The foundation hasn’t made a public announcement of the new investments, but its website lists four groups that have been awarded money for the work.

Last month, the National Center for Special Education in Charter Schools was granted nearly $1.2 million “to elevate policy-advocacy for students with disabilities in charter schools.” The National Alliance for Public Charter Schools got $300,000 “to support national charter policy-advocacy on growth, quality and special education integration.” And the National Center for Learning Disabilities netted $700,000 “to help build an evidence base for supporting students with disabilities.”

In July, the Center on Reinventing Public Education, a think tank at the University of Washington, won more than $1.2 million “to identify the instructional, curricular, organizational, cultural, and policy conditions associated with effective delivery of special education in charter schools.”

The four grants amount to a relatively modest total of about $3.4 million. Gates, the biggest philanthropic funder of education in the country, said last year that the foundation planned to spend $1.7 billion over the next five years on U.S. education, about 15 percent of which would go to charter school efforts.

“We are investing in charters initially for this work because we believe they have the autonomy and flexibility to innovate; and because we acknowledge that research shows that historically charter schools have underserved students with disabilities, in terms of numbers and levels of support,” Gates deputy director Don Shalvey said in a statement.
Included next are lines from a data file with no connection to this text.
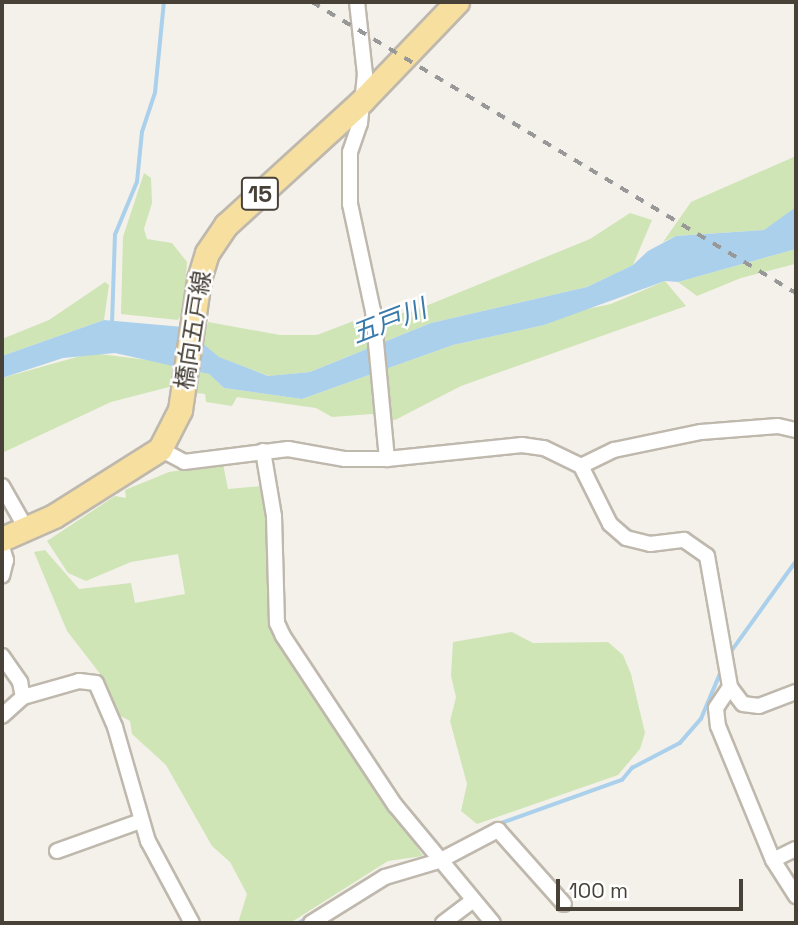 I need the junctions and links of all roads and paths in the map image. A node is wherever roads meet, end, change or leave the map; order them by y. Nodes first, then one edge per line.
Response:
1 (356, 2) edge
2 (457, 2) edge
3 (362, 100) junction
4 (796, 430) edge
5 (160, 449) junction
6 (263, 451) junction
7 (387, 459) junction
8 (581, 466) junction
9 (2, 486) edge
10 (26, 528) junction
11 (2, 539) edge
12 (2, 547) edge
13 (2, 576) edge
14 (2, 656) edge
15 (730, 687) junction
16 (796, 692) edge
17 (23, 698) junction
18 (2, 716) edge
19 (141, 821) junction
20 (796, 849) edge
21 (57, 851) dead end
22 (773, 860) junction
23 (439, 861) junction
24 (796, 896) edge
25 (473, 901) junction
26 (564, 904) dead end
27 (192, 923) edge
28 (311, 923) edge
29 (443, 923) edge
30 (493, 923) edge

1 - 3 street
2 - 3 main road, 橋向五戸線 / 15
3 - 5 main road, 橋向五戸線 / 15
3 - 7 street
4 - 8 street
5 - 6 street
5 - 10 main road, 橋向五戸線 / 15
6 - 7 street
6 - 23 street
7 - 8 street
8 - 15 street
9 - 10 street
10 - 11 main road, 橋向五戸線 / 15
12 - 13 street
14 - 17 street
15 - 16 street
15 - 22 street
17 - 18 street
17 - 19 street
19 - 21 street
19 - 27 street
20 - 22 street
22 - 24 street
23 - 25 street
23 - 26 street
23 - 28 street
25 - 29 street
25 - 30 street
A 2013 national study showed that 8 percent of charter school students qualified for special education services, but 11 percent of students in nearby district schools did. It’s not entirely clear why the difference exists; critics argue that charter schools are more likely to push needy students out or not enroll them in the first place, while some charter officials say it reflects their decision not to unnecessarily label students who need extra academic help.

One New York City-focused study found that the special education gap in elementary school was because fewer disabled students applied to charters and fewer charter students were classified as disabled, not because special education students left charters at a higher rate. Nationally, charter schools suspend students with disabilities more frequently than traditional public schools. Other research on this question is fairly limited.

Shalvey said the goal of the grants is to review “what has worked in the past,” including in charter schools that are successfully serving students with disabilities, and “produce the knowledge that will help us scale beyond the initial group of charter schools.” Additional grants will be announced in the coming months, according to the foundation.

Gates has given money to other charter school efforts in recent months as well: The Diverse Charter Schools Coalition netted nearly $530,000, and the foundation is spending $9.8 million to help construct a Green Dot charter high school in south Seattle. The City Fund, a new group founded by a collection of education leaders who support the “portfolio model,” received $10 million for work in Oakland; in other cities, this approach has meant the expansion of charter schools.

Outside of charter schools, Gates has made a number of $90,000 grants to help school districts with college advising.